Content starts

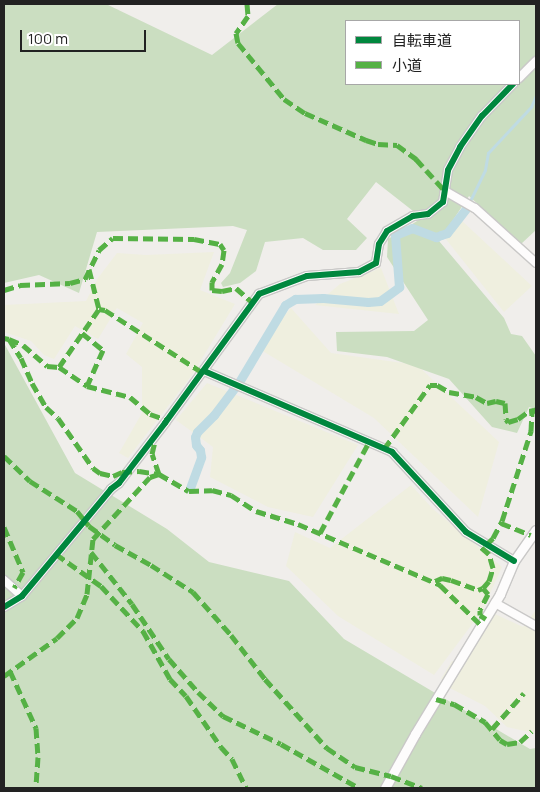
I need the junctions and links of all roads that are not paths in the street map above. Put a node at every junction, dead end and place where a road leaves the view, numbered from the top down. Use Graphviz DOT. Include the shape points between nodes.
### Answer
graph roads {
  1 [pos="536,61"];
  2 [pos="520,77"];
  3 [pos="512,85"];
  4 [pos="445,191"];
  5 [pos="536,263"];
  6 [pos="204,371"];
  7 [pos="536,530"];
  8 [pos="514,561"];
  9 [pos="4,580"];
  10 [pos="22,596"];
  11 [pos="495,603"];
  12 [pos="4,607"];
  13 [pos="536,626"];
  14 [pos="385,788"];
  1 -- 2 [label="street"];
  3 -- 4 [label="street" via="482,116 460,147 448,170"];
  4 -- 5 [label="street" via="476,208"];
  4 -- 6 [label="street" via="443,202 435,210 412,216 386,231 379,244 376,263 368,268 348,274 307,276 259,294"];
  6 -- 8 [label="street" via="392,452 466,532"];
  6 -- 10 [label="street" via="119,483"];
  7 -- 8 [label="street"];
  8 -- 11 [label="street"];
  9 -- 10 [label="street"];
  10 -- 12 [label="street"];
  11 -- 13 [label="street"];
  11 -- 14 [label="street" via="414,734"];
}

Content ends

## TASK DIRECTIONS
Pictures are to be omitted; set down the rest of the entries exactly as given.

## SOLUTION FOR THIS EXERCISE
I need the junctions and links of all roads that are not paths in the street map above. Put a node at every junction, dead end and place where a road leaves the view, numbered from the top down. Use Graphviz DOT. Include the shape points between nodes.
### Answer
graph roads {
  1 [pos="536,61"];
  2 [pos="520,77"];
  3 [pos="512,85"];
  4 [pos="445,191"];
  5 [pos="536,263"];
  6 [pos="204,371"];
  7 [pos="536,530"];
  8 [pos="514,561"];
  9 [pos="4,580"];
  10 [pos="22,596"];
  11 [pos="495,603"];
  12 [pos="4,607"];
  13 [pos="536,626"];
  14 [pos="385,788"];
  1 -- 2 [label="street"];
  3 -- 4 [label="street" via="482,116 460,147 448,170"];
  4 -- 5 [label="street" via="476,208"];
  4 -- 6 [label="street" via="443,202 435,210 412,216 386,231 379,244 376,263 368,268 348,274 307,276 259,294"];
  6 -- 8 [label="street" via="392,452 466,532"];
  6 -- 10 [label="street" via="119,483"];
  7 -- 8 [label="street"];
  8 -- 11 [label="street"];
  9 -- 10 [label="street"];
  10 -- 12 [label="street"];
  11 -- 13 [label="street"];
  11 -- 14 [label="street" via="414,734"];
}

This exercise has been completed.